Warts & Fungus

What You Can Do to Avoid Toenail Fungus

what You Can Do to Avoid Toenail Fungus

There ARE ways you can reduce your risk. Not everyone has the same susceptibility.  What is yours?  What is your history?

When you were a child did you suffer from skin fungus?  Ringworm?  Even Athlete’s Foot?

If you answer yes, you probably need to take extra precautions.

Some circumstances are unavoidable and unchangeable.  These include:

  • Susceptibility to fungal infection (which is not yet well understood) or a history of fungal infections. 
  • Impaired immune system (caused by certain diseases, such as AIDS, diabetes, or cancer, or certain immunosuppressive drugs, such as corticosteroids). 
  • Poor blood circulation (caused by disease or increasing age). 
  • Age. People older than 60 are more likely to have a fungal nail infection. 
  • Being male. (Ladies, for once gender is on your side)
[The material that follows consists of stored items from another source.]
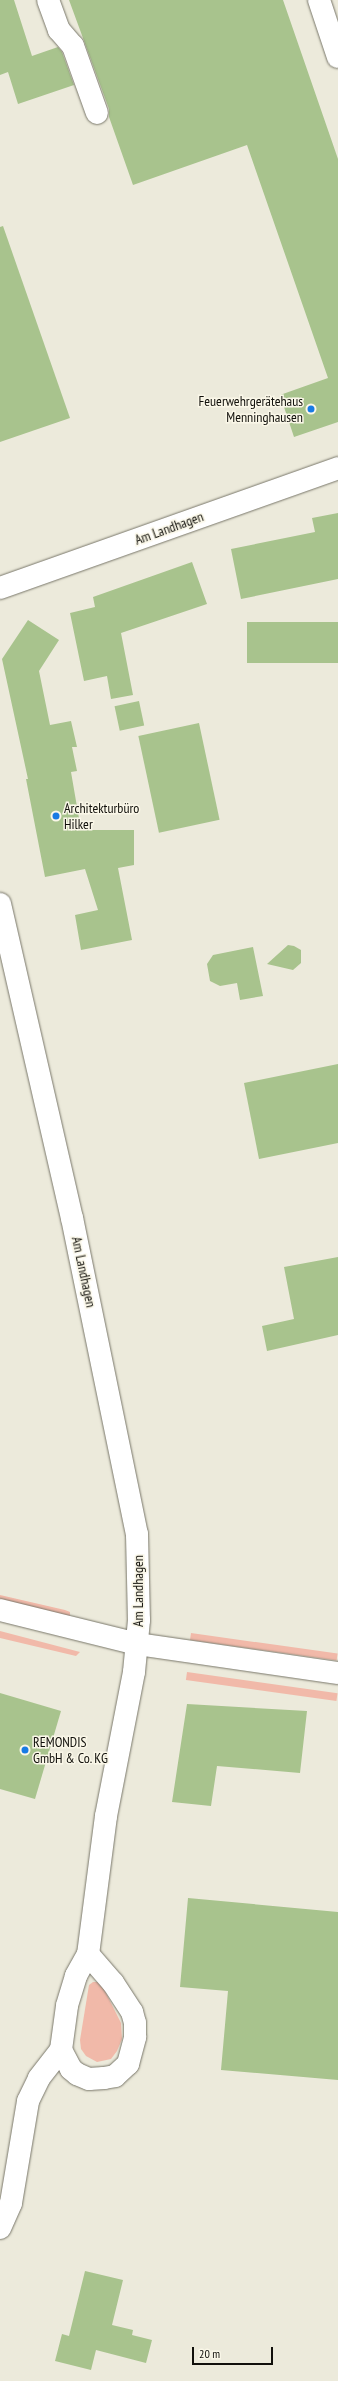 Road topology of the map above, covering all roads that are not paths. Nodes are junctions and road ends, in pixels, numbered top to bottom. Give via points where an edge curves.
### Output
1 (48, 0) edge
2 (319, 0) edge
3 (338, 57) edge
4 (97, 113) dead end
5 (338, 468) edge
6 (0, 588) edge
7 (0, 904) edge
8 (0, 1610) edge
9 (137, 1644) junction
10 (338, 1673) edge
11 (88, 1954) junction
12 (61, 2050) junction
13 (0, 2228) edge

1 - 4 street via 59,30 73,46
2 - 3 street
5 - 6 street, Am Landhagen
7 - 9 street, Am Landhagen via 123,1455 137,1534
8 - 9 street, Am Landhagen
9 - 10 street, Am Landhagen
9 - 11 street, Am Landhagen via 134,1672 106,1816
11 - 12 street, Am Landhagen via 76,1976
11 - 12 street via 113,1983 132,2012 135,2037 133,2051 128,2064 115,2076 89,2079 71,2069
12 - 13 street via 39,2078 28,2101 11,2203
Risk factors you can change:

  • Wearing tight shoes. 
  • Wearing shoes that make your feet warm and sweaty. 
  • Wearing the same pair of moist shoes for 2 days in a row (and not letting your shoes dry out). 
  • Sharing personal items such as shoes, socks, nail clippers, or nail files with other people. 
  • Living in a hot, humid climate. (Didn’t you want to move anyway?) 
  • Using public or shared showers or locker rooms without shower sandals or shower shoes. 
  • Injuring the nail (as in the case of frequent nail trimming). 
  • Having athlete’s foot. For more information see the topic Athlete’s Foot. 
  • Having a job in which your hands or feet are often wet (such as dishwashers or lifeguards). 
  • Smoking. 
  • Wearing artificial nails. An infection can develop in the gap between the artificial nail and the real nail, especially if a loose nail is glued back on without first being cleaned with rubbing alcohol. Nail manicure and certain nail products can damage the nail or cuticle, making the nail more susceptible to infection.

Instances of nail fungus are rising at an alarming rate.  All fungal skin and nail conditions are tough to get rid of.  Unless you persevere, once you get rid of one, if you relax, it may very well come back.  

Once your fungal infection has been successfully treated, take the following steps to prevent the infection from recurring:

  • Before bed, thoroughly wash and dry your feet or hands. 
  • Keep your feet and hands dry. Dry skin and nails are less likely to become infected. Apply powder to your dry feet or hands after you take a shower or bath. 
  • Wear dry cotton socks and change them 2 or 3 times a day if necessary. 
  • Wear dry shoes that allow air to circulate around your feet. Avoid tight, enclosed shoes. Injury to the tips of the toes because of tight shoes may be the biggest single factor that leads to a fungal nail infection returning. 
  • Wear shower sandals or shower shoes when using a public pool or shower; allow them to dry between uses. 
  • Don’t share shoes, socks, nail clippers, or nail files with others. 
  • Avoid injuring your nail. Cutting nails too short is a common cause of nail injury. If you decide to get artificial nails or have a manicure, go to a salon that uses sterile instruments. Nail manicure and certain nail products can damage the nail or cuticle, making the nail more susceptible to infection. 
  • Control chronic conditions such as diabetes. 
  • Stop smoking. 

Do not ignore any fungal infection on skin or nails.  The longer they incubate and go untreated, the more difficult they are to cure.